What is needed ▸ Return each line below holding the string "that".

Source data ▸
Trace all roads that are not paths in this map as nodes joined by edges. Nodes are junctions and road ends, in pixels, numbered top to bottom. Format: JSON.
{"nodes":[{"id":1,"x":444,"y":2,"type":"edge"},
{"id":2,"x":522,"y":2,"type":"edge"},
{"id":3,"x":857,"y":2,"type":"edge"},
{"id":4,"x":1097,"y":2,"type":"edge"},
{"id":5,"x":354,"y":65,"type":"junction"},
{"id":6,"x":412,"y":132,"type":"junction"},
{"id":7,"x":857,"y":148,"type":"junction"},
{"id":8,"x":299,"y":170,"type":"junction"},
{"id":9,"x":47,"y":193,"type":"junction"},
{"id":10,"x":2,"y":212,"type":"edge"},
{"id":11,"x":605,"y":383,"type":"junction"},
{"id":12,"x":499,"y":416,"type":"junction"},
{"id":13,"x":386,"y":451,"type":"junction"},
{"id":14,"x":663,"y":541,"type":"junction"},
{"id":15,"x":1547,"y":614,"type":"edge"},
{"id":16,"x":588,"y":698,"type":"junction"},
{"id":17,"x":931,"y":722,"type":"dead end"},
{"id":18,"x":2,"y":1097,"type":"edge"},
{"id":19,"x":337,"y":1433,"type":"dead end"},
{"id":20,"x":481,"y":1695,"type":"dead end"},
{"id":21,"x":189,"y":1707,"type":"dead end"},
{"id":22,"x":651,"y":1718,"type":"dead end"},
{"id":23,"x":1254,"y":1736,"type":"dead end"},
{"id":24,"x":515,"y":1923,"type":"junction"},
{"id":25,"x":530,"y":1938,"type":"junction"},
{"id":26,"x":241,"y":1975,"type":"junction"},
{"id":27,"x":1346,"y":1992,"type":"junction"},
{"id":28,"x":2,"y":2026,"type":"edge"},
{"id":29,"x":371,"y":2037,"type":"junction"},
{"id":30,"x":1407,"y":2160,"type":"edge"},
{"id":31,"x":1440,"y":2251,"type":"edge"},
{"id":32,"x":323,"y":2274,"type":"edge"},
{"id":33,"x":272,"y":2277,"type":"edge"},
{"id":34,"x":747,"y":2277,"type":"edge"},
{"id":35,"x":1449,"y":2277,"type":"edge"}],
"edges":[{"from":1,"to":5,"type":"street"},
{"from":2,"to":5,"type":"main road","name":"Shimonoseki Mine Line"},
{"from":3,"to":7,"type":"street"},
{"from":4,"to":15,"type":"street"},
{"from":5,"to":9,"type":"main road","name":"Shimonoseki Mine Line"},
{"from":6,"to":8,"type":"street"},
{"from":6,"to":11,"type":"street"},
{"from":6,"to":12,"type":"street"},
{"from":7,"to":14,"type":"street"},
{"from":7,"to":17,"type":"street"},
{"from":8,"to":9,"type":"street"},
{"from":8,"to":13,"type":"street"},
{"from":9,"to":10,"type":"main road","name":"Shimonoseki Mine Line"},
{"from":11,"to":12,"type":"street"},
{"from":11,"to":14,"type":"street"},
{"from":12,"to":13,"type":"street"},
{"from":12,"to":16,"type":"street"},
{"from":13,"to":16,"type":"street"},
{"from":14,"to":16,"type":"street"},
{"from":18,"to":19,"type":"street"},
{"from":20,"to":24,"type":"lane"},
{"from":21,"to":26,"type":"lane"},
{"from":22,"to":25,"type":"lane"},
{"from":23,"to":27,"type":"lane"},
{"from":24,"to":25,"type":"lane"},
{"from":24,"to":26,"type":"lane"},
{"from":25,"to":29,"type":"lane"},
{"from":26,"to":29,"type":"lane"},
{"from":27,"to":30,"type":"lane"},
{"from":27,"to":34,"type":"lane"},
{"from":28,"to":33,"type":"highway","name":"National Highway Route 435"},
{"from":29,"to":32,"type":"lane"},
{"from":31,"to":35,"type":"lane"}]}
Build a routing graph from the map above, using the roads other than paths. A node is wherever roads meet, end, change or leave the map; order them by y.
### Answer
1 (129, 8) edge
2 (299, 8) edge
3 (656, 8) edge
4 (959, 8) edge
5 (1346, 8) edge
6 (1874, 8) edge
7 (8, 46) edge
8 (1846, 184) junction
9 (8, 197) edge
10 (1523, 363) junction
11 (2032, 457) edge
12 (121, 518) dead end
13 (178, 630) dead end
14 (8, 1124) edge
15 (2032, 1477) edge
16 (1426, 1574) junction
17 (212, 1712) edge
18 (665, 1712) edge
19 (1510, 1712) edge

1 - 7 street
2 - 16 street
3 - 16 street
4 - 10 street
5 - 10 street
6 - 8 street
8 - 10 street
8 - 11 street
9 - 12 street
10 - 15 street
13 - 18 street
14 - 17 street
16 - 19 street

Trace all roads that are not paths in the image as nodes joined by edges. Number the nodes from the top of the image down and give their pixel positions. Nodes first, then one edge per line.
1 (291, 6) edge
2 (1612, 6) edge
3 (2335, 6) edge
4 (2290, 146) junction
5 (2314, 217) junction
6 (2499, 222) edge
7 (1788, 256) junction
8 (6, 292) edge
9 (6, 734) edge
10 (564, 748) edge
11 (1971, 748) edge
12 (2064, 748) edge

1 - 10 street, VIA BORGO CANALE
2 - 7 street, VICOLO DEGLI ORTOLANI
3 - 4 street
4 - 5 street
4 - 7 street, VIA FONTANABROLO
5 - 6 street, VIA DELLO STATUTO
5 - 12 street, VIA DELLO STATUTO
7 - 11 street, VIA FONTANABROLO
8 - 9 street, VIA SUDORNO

Answer space ▸
Trace all roads that are not paths in this map as nodes joined by edges. Nodes are junctions and road ends, in pixels, numbered top to bottom. Format: JSON.
Trace all roads that are not paths in the image as nodes joined by edges. Number the nodes from the top of the image down and give their pixel positions. Nodes first, then one edge per line.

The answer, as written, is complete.